Hydraulische Maschinen nutzen Fluidkraft, um Schließ- und Einspritzbewegungen auszuführen, während elektrische Maschinen mit servoelektrischen Antrieben arbeiten.
Hydraulische Systeme werden häufig für größere Bauteile, hohe Kraftanforderungen und robuste Anwendungen gewählt. Elektrische Maschinen bieten dagegen meist eine höhere Wiederholgenauigkeit, einen saubereren Betrieb und einen geringeren Energieverbrauch, insbesondere bei Präzisionsanwendungen.
Wie senkt Simulation die Werkzeugkosten?
Simulation hilft dabei, Risiken in Füllung, Druckverlauf, Kühlung und Verzug zu erkennen, bevor Stahl bearbeitet wird. Dadurch lassen sich Werkzeugkorrekturen,
Bemusterungsschleifen und späte Konstruktionsänderungen reduzieren. Außerdem können Anschnittpositionen, Angusssysteme und Kühllayouts bereits vor dem Bau des Serienwerkzeugs bewertet werden.
Warum ist eine Maschinensimulation vor dem Kauf einer Anlage wichtig?
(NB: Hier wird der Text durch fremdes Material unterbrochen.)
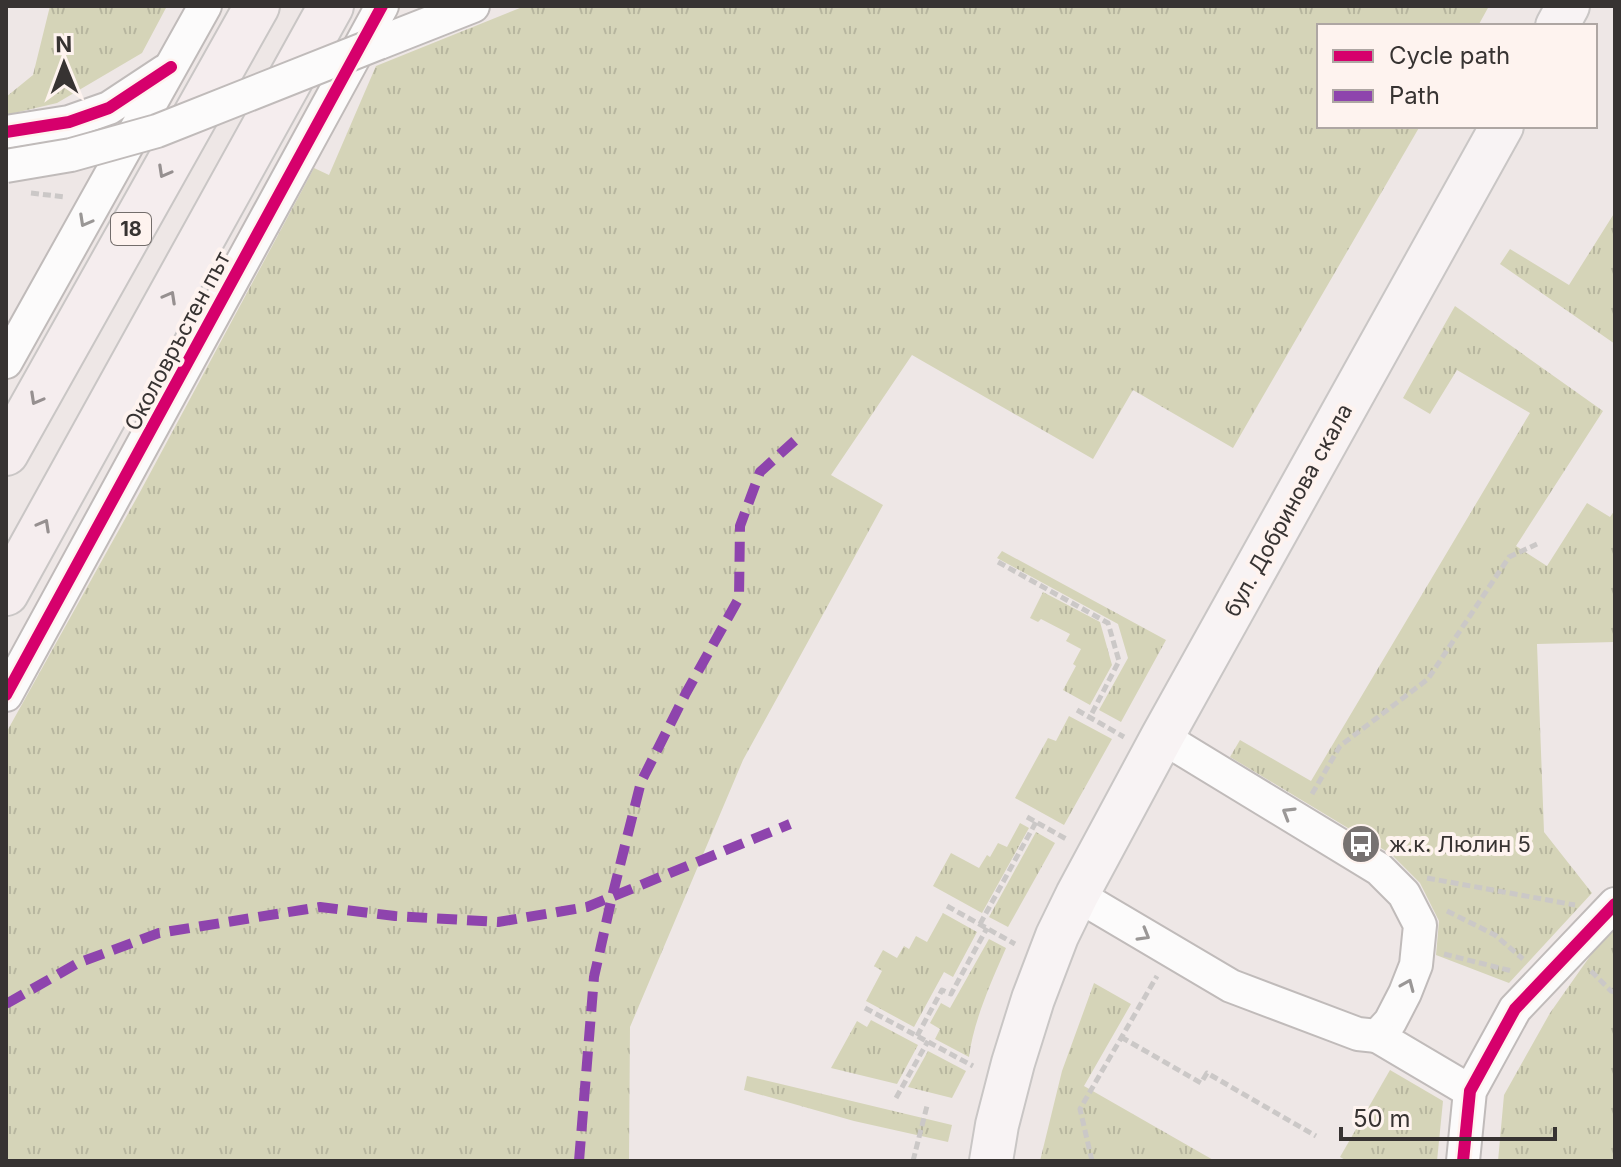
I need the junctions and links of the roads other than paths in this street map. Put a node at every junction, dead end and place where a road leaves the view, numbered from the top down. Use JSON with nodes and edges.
{"nodes":[{"id":1,"x":205,"y":6,"type":"edge"},
{"id":2,"x":257,"y":6,"type":"edge"},
{"id":3,"x":331,"y":6,"type":"edge"},
{"id":4,"x":342,"y":6,"type":"edge"},
{"id":5,"x":382,"y":6,"type":"edge"},
{"id":6,"x":473,"y":6,"type":"edge"},
{"id":7,"x":1568,"y":6,"type":"edge"},
{"id":8,"x":1558,"y":24,"type":"edge"},
{"id":9,"x":171,"y":67,"type":"junction"},
{"id":10,"x":296,"y":70,"type":"junction"},
{"id":11,"x":1501,"y":128,"type":"edge"},
{"id":12,"x":6,"y":132,"type":"edge"},
{"id":13,"x":6,"y":166,"type":"edge"},
{"id":14,"x":6,"y":362,"type":"edge"},
{"id":15,"x":6,"y":453,"type":"edge"},
{"id":16,"x":6,"y":593,"type":"edge"},
{"id":17,"x":6,"y":695,"type":"edge"},
{"id":18,"x":1143,"y":737,"type":"junction"},
{"id":19,"x":1077,"y":895,"type":"junction"},
{"id":20,"x":1602,"y":904,"type":"edge"},
{"id":21,"x":1377,"y":1036,"type":"junction"},
{"id":22,"x":1470,"y":1091,"type":"junction"},
{"id":23,"x":991,"y":1161,"type":"edge"},
{"id":24,"x":1463,"y":1161,"type":"edge"}],
"edges":[{"from":1,"to":9,"type":"street"},
{"from":2,"to":15,"type":"highway","number":"18","one_way":true},
{"from":3,"to":10,"type":"highway","name":"Околовръстен път"},
{"from":4,"to":10,"type":"highway"},
{"from":5,"to":17,"type":"street","name":"Околовръстен път"},
{"from":6,"to":13,"type":"street","bridge":true},
{"from":7,"to":8,"type":"main road"},
{"from":9,"to":12,"type":"street"},
{"from":9,"to":14,"type":"street","one_way":true},
{"from":16,"to":10,"type":"highway","name":"Околовръстен път","one_way":true},
{"from":11,"to":18,"type":"main road","name":"бул. Добринова скала"},
{"from":18,"to":19,"type":"main road","name":"бул. Добринова скала"},
{"from":21,"to":18,"type":"street","one_way":true},
{"from":19,"to":21,"type":"street","one_way":true},
{"from":19,"to":23,"type":"main road","name":"бул. Добринова скала"},
{"from":20,"to":22,"type":"street"},
{"from":21,"to":22,"type":"street"},
{"from":22,"to":24,"type":"street"}]}
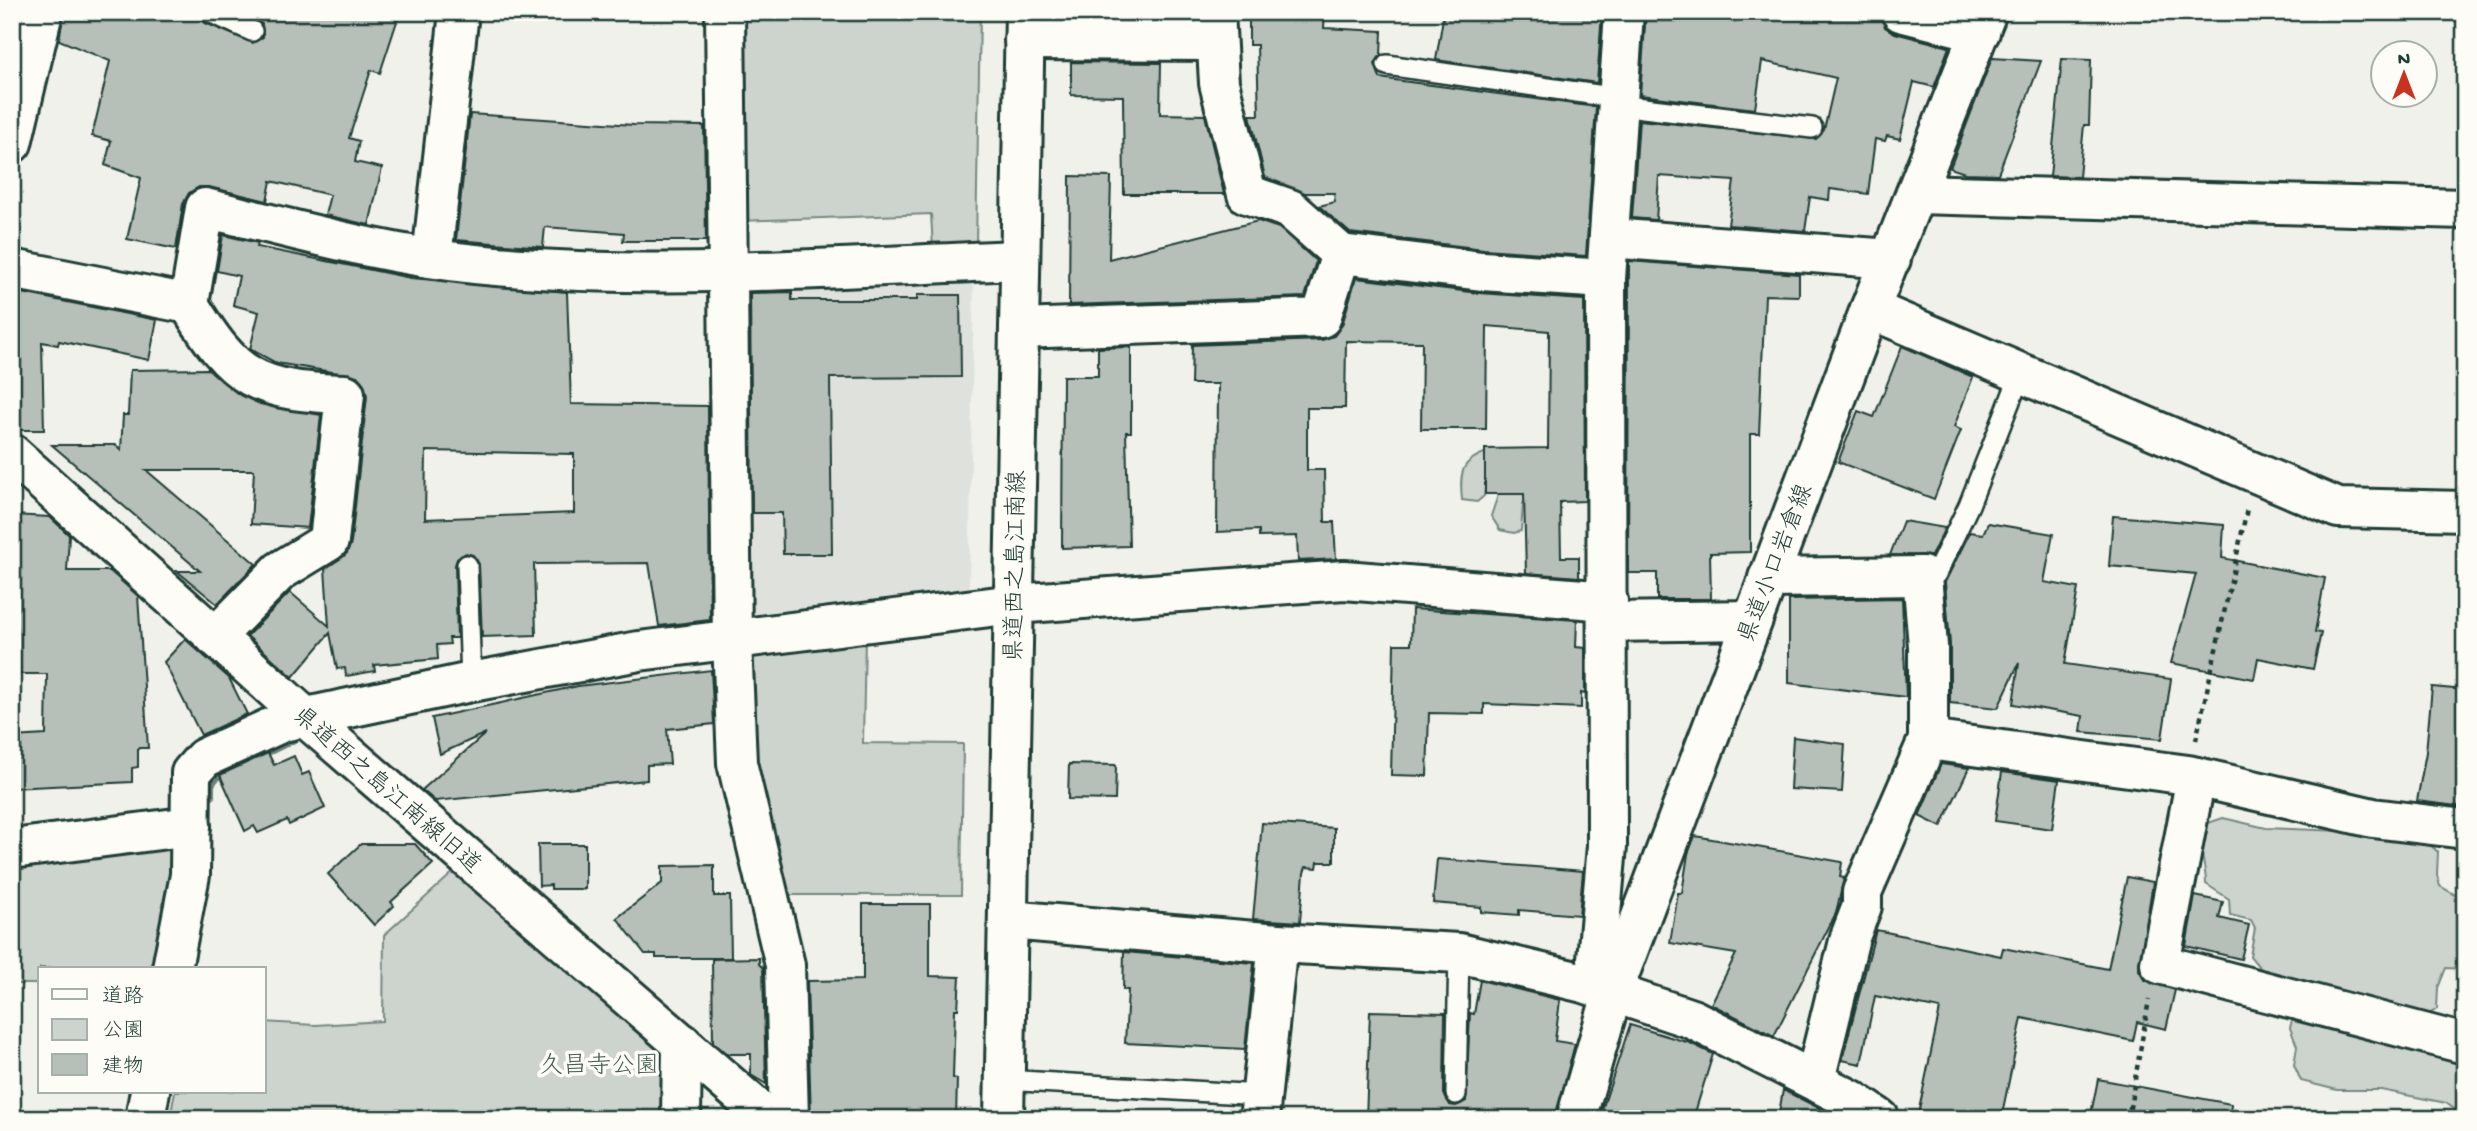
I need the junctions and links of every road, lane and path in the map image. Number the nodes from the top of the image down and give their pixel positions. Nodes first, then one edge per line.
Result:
1 (43, 12) edge
2 (210, 12) edge
3 (459, 12) edge
4 (724, 12) edge
5 (1624, 12) edge
6 (1901, 12) edge
7 (1983, 22) edge
8 (1025, 26) edge
9 (1215, 27) edge
10 (252, 31) dead end
11 (1387, 65) dead end
12 (1618, 101) junction
13 (1812, 128) dead end
14 (12, 143) edge
15 (1916, 194) junction
16 (2465, 209) edge
17 (1609, 238) junction
18 (1341, 254) junction
19 (432, 258) junction
20 (1891, 259) junction
21 (1020, 260) junction
22 (12, 269) edge
23 (727, 271) junction
24 (1606, 279) junction
25 (189, 304) junction
26 (1870, 309) junction
27 (1019, 329) junction
28 (2021, 373) junction
29 (12, 454) edge
30 (2255, 473) junction
31 (2465, 511) edge
32 (467, 565) dead end
33 (1922, 576) junction
34 (1768, 578) junction
35 (1014, 604) junction
36 (1608, 611) junction
37 (1752, 620) junction
38 (215, 636) junction
39 (732, 640) junction
40 (471, 682) junction
41 (306, 718) junction
42 (1928, 740) junction
43 (2192, 776) junction
44 (191, 826) junction
45 (2465, 829) edge
46 (12, 849) edge
47 (1008, 920) junction
48 (1278, 943) junction
49 (1459, 953) junction
50 (2160, 964) junction
51 (173, 967) edge
52 (1613, 991) junction
53 (682, 1043) junction
54 (2465, 1044) edge
55 (1005, 1080) junction
56 (1815, 1080) junction
57 (150, 1092) edge
58 (1456, 1094) dead end
59 (1260, 1107) edge
60 (145, 1119) edge
61 (681, 1119) edge
62 (769, 1119) edge
63 (789, 1119) edge
64 (1004, 1119) edge
65 (1576, 1119) edge
66 (1880, 1119) edge
67 (2128, 1119) edge

1 - 14 street
2 - 10 lane
3 - 19 street
4 - 23 street
5 - 12 street
6 - 7 street
7 - 15 street, 県道小口岩倉線
8 - 9 street
8 - 21 street, 県道西之島江南線
9 - 18 street
11 - 12 lane
12 - 13 lane
12 - 17 street
15 - 16 street
15 - 20 street, 県道小口岩倉線
17 - 20 street
17 - 24 street
18 - 24 street
18 - 27 street
19 - 23 street
19 - 25 street
20 - 26 street, 県道小口岩倉線
21 - 23 street
21 - 27 street, 県道西之島江南線
22 - 25 street
23 - 39 street
24 - 36 street
25 - 38 street
26 - 28 street
26 - 34 street, 県道小口岩倉線
27 - 35 street, 県道西之島江南線
28 - 30 street
28 - 33 lane
29 - 38 street, 県道西之島江南線旧道
30 - 31 street
30 - 43 path
32 - 40 lane
33 - 34 street
33 - 42 street
34 - 37 street, 県道小口岩倉線
35 - 36 street
35 - 39 street
35 - 47 street, 県道西之島江南線
36 - 37 street
36 - 52 street
37 - 52 street, 県道小口岩倉線
38 - 41 street, 県道西之島江南線旧道
39 - 40 street
39 - 63 street
40 - 41 street
41 - 44 street
41 - 53 street, 県道西之島江南線旧道
42 - 43 street
42 - 56 street
43 - 45 street
43 - 50 street
44 - 46 street
44 - 51 street
47 - 48 street
47 - 55 street, 県道西之島江南線
48 - 49 street
48 - 59 street
49 - 52 street
49 - 58 lane
50 - 54 street
50 - 67 path
52 - 56 street
52 - 65 street, 県道小口岩倉線
53 - 61 street
53 - 62 street, 県道西之島江南線旧道
55 - 59 lane
55 - 64 street, 県道西之島江南線
56 - 66 street
57 - 60 street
Sie hilft zu prüfen, ob die ausgewählte Maschine die tatsächlichen Anforderungen von Werkzeug und Bauteil erfüllen kann.
Eine Simulation kann Druckbedarf, Füllzeit, Kühlverhalten und erforderliche Schließkraft abschätzen. So lässt sich vermeiden, dass eine Maschine zu klein, unnötig überdimensioniert oder ungeeignet für das Werkzeug gewählt wird.
Kann Moldflow konkrete Einstellungen einer Spritzgießmaschine simulieren?
Ja. Autodesk Moldflow kann Prozessparameter wie Schmelzetemperatur, Werkzeugtemperatur, Füllzeit, Nachdruckprofile, Einspritzdruckgrenzen und Kühlbedingungen berücksichtigen.
Damit kann das Ingenieursteam bewerten, ob die geplanten Einstellungen realistisch sind. Außerdem lassen sich verschiedene Prozessfenster bereits vor der Bemusterung miteinander vergleichen.
In welchen Branchen werden moderne Spritzgießmaschinen besonders häufig eingesetzt?
Moderne Spritzgießmaschinen kommen besonders häufig in der Automobilindustrie, Medizintechnik, Verpackungsindustrie, Elektronik, Konsumgüterproduktion und bei technischen Kunststoffbauteilen zum Einsatz.